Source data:

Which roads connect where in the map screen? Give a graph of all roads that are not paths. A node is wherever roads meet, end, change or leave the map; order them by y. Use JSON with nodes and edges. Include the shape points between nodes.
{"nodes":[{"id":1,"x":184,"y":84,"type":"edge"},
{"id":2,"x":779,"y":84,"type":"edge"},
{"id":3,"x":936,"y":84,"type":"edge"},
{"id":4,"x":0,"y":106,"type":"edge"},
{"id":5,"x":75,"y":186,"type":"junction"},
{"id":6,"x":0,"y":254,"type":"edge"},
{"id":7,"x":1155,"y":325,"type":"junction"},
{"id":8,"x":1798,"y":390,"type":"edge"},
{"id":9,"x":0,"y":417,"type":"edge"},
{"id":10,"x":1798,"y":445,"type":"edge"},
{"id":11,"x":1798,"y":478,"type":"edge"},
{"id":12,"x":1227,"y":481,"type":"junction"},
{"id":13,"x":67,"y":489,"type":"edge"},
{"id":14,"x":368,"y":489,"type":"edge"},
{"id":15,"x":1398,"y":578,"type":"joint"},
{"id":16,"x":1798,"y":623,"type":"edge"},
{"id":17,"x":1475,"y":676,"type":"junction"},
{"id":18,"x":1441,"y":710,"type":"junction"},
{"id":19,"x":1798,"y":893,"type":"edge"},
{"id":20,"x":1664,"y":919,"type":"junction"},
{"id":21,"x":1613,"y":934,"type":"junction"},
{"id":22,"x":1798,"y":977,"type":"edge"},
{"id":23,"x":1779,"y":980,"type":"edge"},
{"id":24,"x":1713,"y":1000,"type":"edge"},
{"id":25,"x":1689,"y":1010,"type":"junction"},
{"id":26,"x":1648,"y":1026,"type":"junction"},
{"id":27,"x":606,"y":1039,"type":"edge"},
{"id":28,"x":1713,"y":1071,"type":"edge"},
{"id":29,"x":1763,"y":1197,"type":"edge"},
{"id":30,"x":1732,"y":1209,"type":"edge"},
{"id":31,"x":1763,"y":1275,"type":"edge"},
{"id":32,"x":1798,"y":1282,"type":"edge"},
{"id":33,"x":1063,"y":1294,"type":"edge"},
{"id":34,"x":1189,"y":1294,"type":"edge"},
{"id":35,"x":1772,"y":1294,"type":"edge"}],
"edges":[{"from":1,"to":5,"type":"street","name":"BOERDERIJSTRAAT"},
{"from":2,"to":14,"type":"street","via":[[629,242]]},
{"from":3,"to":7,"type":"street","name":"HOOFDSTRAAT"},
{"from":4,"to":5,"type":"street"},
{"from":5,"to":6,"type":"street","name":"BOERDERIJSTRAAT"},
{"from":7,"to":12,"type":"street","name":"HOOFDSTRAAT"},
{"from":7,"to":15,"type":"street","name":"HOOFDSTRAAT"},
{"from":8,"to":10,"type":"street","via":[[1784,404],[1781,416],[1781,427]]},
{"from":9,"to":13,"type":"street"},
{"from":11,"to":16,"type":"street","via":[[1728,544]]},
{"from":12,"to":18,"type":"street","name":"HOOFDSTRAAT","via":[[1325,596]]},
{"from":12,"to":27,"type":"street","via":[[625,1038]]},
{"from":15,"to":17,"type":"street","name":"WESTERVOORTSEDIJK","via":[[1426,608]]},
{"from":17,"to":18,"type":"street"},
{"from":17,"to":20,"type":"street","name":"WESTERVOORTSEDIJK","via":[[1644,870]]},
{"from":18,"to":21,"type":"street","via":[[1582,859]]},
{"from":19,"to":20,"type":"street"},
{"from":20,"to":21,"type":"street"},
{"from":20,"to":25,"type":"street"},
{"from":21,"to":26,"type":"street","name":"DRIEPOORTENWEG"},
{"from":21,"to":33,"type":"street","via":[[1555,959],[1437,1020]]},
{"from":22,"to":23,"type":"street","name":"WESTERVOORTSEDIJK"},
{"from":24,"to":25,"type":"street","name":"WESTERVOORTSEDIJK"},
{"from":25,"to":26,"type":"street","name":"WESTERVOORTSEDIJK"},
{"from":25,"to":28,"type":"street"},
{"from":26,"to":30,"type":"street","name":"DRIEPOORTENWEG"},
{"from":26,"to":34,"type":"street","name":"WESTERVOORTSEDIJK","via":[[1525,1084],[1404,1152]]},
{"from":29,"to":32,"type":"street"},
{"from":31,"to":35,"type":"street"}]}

__WHAT IS BEING ASKED__: In the records above, locate each line with the word "WESTERVOORTSEDIJK". Copy all such lines.

__ANSWER TO THE PROBLEM__:
{"from":15,"to":17,"type":"street","name":"WESTERVOORTSEDIJK","via":[[1426,608]]},
{"from":17,"to":20,"type":"street","name":"WESTERVOORTSEDIJK","via":[[1644,870]]},
{"from":22,"to":23,"type":"street","name":"WESTERVOORTSEDIJK"},
{"from":24,"to":25,"type":"street","name":"WESTERVOORTSEDIJK"},
{"from":25,"to":26,"type":"street","name":"WESTERVOORTSEDIJK"},
{"from":26,"to":34,"type":"street","name":"WESTERVOORTSEDIJK","via":[[1525,1084],[1404,1152]]},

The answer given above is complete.